Exercise description: Among the entries below, how many lines hold "Give"? Only the number is wanted.

Exercise data:
##############################

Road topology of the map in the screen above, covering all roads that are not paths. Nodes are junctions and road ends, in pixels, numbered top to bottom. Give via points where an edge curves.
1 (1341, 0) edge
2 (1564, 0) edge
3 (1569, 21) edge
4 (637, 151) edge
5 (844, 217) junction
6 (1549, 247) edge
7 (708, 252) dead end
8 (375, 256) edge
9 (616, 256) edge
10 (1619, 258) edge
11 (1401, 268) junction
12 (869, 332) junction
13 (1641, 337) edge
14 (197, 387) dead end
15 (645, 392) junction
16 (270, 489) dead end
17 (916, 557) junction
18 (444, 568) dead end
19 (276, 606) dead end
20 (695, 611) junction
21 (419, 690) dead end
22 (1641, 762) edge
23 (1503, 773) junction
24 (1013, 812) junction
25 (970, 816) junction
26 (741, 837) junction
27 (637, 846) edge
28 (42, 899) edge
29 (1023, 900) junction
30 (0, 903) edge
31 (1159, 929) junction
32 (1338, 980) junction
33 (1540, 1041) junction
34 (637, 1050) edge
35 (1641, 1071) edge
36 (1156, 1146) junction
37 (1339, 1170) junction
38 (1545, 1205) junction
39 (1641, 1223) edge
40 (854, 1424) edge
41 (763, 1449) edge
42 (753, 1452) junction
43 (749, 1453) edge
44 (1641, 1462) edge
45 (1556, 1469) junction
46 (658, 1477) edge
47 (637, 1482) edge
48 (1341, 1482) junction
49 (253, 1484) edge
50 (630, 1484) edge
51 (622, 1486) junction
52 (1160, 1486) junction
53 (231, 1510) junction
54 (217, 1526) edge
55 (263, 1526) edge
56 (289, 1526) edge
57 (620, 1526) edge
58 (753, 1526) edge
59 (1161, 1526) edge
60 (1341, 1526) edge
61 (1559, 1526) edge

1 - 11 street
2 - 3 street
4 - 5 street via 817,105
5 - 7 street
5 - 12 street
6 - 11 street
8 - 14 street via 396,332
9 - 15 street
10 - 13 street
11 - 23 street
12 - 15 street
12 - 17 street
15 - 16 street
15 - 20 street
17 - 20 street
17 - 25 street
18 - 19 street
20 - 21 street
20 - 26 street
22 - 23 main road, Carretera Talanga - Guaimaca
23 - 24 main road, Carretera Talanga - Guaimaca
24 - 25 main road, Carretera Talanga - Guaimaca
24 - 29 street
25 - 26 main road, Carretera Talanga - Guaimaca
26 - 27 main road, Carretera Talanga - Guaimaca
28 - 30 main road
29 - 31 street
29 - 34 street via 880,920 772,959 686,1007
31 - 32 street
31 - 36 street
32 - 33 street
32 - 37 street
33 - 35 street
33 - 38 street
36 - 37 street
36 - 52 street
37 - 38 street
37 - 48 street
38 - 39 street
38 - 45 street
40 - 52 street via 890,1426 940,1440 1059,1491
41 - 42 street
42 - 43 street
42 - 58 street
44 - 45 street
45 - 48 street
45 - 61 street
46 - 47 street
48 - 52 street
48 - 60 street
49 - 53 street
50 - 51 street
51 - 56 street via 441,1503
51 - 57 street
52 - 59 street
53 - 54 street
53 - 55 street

##############################

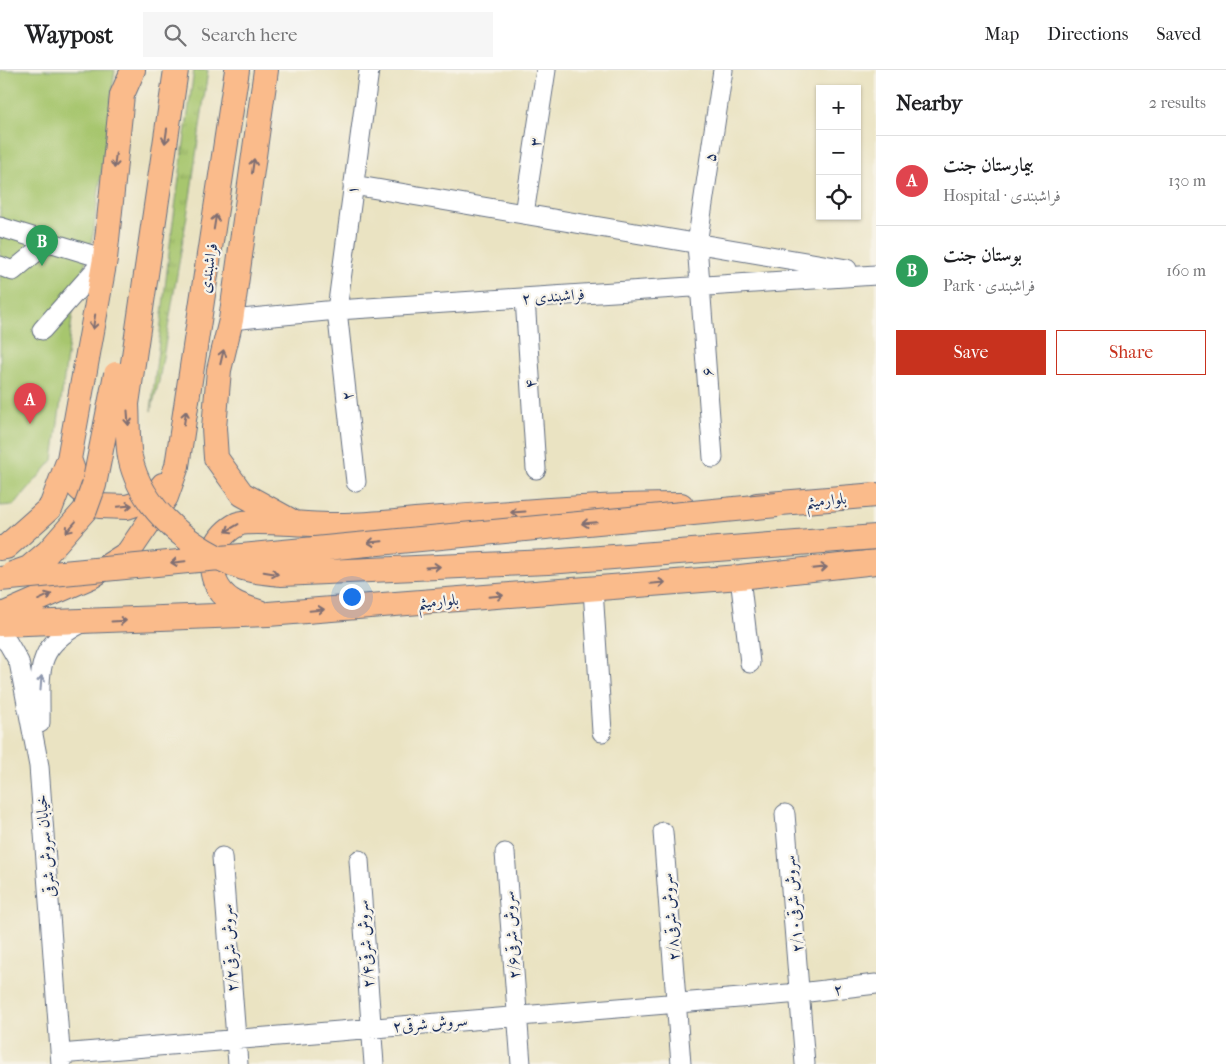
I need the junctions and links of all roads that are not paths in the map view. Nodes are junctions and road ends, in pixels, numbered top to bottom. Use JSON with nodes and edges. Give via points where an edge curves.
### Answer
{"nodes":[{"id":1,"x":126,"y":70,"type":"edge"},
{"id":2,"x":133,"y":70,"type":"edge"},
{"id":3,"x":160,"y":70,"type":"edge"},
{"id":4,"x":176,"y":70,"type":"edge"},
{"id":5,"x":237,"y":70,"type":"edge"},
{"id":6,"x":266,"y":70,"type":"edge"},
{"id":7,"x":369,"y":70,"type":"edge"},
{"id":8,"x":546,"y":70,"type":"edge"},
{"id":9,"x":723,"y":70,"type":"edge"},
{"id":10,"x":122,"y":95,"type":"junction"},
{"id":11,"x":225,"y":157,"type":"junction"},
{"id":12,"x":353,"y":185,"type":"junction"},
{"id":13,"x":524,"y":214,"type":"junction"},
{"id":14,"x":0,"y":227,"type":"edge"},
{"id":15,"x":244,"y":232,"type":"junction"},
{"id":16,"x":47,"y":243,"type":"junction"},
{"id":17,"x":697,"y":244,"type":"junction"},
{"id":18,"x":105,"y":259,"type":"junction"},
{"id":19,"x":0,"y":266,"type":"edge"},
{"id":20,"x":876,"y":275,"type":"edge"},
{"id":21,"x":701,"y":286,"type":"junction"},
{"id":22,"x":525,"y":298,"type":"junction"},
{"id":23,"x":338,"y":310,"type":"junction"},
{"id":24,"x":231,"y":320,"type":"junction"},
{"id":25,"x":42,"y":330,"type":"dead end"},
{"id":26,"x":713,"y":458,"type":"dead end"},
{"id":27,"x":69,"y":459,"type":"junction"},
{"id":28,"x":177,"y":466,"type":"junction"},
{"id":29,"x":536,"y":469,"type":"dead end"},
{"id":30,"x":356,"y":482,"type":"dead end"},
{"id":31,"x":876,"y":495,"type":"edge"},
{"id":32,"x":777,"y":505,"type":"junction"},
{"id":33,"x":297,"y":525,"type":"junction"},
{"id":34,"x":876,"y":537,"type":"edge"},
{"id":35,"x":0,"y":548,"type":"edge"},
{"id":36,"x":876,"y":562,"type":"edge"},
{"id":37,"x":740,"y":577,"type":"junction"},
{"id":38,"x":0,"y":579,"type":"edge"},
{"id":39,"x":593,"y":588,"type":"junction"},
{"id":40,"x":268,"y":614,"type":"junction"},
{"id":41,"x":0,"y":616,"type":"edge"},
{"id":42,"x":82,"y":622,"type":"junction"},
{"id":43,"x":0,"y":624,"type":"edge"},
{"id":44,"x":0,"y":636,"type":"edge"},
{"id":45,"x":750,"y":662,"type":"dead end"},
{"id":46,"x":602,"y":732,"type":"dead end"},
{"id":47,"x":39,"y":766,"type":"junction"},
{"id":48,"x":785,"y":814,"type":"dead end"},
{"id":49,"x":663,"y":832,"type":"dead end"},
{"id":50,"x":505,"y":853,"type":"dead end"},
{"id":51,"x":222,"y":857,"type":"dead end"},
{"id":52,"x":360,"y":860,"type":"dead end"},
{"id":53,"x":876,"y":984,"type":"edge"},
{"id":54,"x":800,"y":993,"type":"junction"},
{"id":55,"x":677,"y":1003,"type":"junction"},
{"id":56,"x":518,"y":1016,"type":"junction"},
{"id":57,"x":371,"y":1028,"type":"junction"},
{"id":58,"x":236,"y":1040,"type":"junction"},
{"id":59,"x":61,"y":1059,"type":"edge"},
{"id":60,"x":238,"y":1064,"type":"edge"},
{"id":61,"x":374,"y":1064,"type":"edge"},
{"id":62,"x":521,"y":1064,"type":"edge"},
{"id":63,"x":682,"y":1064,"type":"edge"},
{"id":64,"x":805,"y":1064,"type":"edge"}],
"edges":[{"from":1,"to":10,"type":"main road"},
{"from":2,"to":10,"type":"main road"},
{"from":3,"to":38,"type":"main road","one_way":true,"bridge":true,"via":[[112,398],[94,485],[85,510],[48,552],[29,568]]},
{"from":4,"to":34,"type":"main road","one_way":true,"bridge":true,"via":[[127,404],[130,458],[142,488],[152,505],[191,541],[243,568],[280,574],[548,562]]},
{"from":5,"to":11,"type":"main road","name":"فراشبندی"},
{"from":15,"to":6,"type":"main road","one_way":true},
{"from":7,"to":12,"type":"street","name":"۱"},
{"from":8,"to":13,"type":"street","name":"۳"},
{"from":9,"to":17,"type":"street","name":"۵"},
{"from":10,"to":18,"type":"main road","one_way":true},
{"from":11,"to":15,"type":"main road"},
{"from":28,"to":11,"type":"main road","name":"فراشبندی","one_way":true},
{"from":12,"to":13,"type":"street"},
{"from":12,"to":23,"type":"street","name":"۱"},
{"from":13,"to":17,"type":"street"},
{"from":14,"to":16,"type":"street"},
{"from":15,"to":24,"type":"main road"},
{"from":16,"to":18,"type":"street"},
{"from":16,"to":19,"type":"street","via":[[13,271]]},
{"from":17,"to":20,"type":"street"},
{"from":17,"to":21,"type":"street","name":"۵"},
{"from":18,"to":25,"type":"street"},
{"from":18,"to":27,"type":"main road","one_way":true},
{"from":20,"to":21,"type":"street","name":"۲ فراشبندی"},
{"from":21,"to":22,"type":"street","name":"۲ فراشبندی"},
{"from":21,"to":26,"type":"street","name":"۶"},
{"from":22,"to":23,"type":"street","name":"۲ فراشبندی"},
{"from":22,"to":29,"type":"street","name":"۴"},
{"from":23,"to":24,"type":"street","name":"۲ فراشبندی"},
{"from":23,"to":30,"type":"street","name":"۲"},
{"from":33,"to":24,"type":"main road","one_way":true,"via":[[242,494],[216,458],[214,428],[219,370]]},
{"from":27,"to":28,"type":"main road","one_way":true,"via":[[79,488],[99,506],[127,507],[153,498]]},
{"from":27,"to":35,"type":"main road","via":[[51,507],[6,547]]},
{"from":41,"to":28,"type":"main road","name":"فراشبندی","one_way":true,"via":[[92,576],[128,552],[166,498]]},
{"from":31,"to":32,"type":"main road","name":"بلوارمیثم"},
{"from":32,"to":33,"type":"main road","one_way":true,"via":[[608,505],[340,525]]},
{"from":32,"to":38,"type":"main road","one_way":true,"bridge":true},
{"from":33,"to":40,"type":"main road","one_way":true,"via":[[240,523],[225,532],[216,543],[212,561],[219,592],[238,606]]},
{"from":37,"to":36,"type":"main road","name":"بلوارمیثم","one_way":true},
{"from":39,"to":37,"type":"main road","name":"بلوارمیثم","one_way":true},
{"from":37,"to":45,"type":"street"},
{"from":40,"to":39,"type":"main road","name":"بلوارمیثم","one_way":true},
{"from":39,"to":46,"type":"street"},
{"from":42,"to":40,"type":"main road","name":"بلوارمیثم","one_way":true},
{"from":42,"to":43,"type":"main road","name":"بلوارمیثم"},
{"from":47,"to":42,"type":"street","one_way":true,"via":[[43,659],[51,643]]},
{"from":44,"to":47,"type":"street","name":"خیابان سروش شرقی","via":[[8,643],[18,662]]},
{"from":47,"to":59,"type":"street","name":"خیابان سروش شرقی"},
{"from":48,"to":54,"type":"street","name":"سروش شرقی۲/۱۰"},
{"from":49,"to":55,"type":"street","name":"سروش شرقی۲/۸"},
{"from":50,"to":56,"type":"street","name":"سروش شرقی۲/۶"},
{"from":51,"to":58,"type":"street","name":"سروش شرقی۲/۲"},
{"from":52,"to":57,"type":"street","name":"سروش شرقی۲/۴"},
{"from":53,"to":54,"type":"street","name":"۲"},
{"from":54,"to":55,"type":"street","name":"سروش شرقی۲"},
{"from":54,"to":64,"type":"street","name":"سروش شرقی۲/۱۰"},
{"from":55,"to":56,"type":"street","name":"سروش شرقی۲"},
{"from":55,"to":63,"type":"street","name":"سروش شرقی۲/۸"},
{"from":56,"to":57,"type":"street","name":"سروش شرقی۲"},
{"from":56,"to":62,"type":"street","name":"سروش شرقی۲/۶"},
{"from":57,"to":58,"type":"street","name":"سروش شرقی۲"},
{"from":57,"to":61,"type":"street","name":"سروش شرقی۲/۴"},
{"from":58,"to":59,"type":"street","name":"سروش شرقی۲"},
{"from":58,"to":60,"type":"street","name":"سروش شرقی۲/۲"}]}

##############################

Solved problem: 2